(Given information begins)
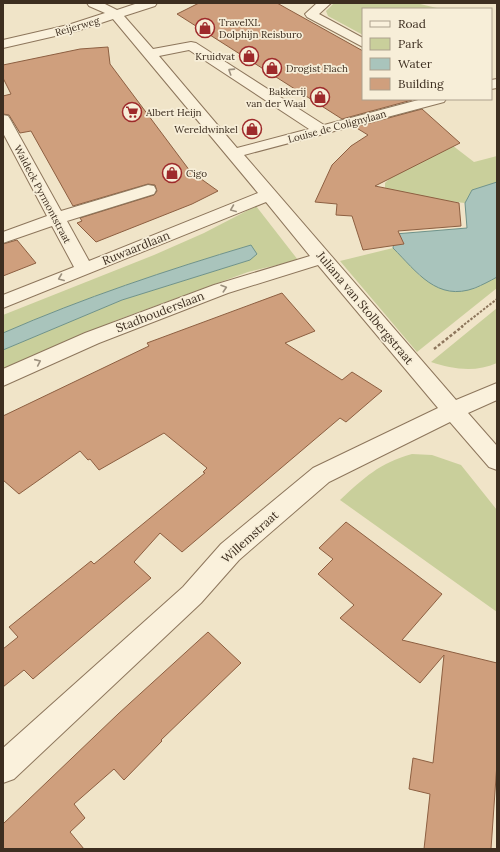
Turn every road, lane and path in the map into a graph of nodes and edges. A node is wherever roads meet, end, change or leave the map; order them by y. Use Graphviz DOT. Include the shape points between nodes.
graph roads {
  1 [pos="93,3"];
  2 [pos="150,3"];
  3 [pos="325,3"];
  4 [pos="116,14"];
  5 [pos="362,42"];
  6 [pos="3,44"];
  7 [pos="149,54"];
  8 [pos="435,100"];
  9 [pos="3,119"];
  10 [pos="322,130"];
  11 [pos="235,154"];
  12 [pos="148,190"];
  13 [pos="269,195"];
  14 [pos="57,218"];
  15 [pos="3,238"];
  16 [pos="322,258"];
  17 [pos="84,269"];
  18 [pos="497,299"];
  19 [pos="3,302"];
  20 [pos="413,366"];
  21 [pos="3,378"];
  22 [pos="497,391"];
  23 [pos="453,412"];
  24 [pos="497,461"];
  25 [pos="3,768"];
  1 -- 4 [label="street"];
  2 -- 4 [label="street, Reijerweg"];
  3 -- 5 [label="street" via="311,14"];
  4 -- 6 [label="street, Reijerweg" via="72,28"];
  4 -- 7 [label="street, Juliana van Stolbergstraat"];
  10 -- 7 [label="street, one-way" via="191,46"];
  7 -- 11 [label="street, Juliana van Stolbergstraat"];
  8 -- 10 [label="street, Louise de Colignylaan"];
  9 -- 14 [label="street, Waldeck Pyrmontstraat" via="15,155"];
  10 -- 11 [label="street, Louise de Colignylaan"];
  11 -- 13 [label="street, Juliana van Stolbergstraat"];
  12 -- 14 [label="street"];
  13 -- 16 [label="street, Juliana van Stolbergstraat"];
  13 -- 17 [label="street, Ruwaardlaan, one-way"];
  14 -- 15 [label="street"];
  14 -- 17 [label="street, Waldeck Pyrmontstraat"];
  16 -- 20 [label="street, Juliana van Stolbergstraat"];
  21 -- 16 [label="street, Stadhouderslaan, one-way" via="92,338 221,289"];
  17 -- 19 [label="street, Ruwaardlaan, one-way"];
  18 -- 20 [label="path"];
  20 -- 23 [label="street, Juliana van Stolbergstraat"];
  22 -- 23 [label="street, Willemstraat"];
  23 -- 24 [label="street, Juliana van Stolbergstraat"];
  23 -- 25 [label="street, Willemstraat" via="411,430 321,476 230,552 192,595"];
}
(Given information ends)
**Exercise details**:
Using the data above, establish how many lines include the word "Louise"; the reply is that number only.

**Answer box**:
2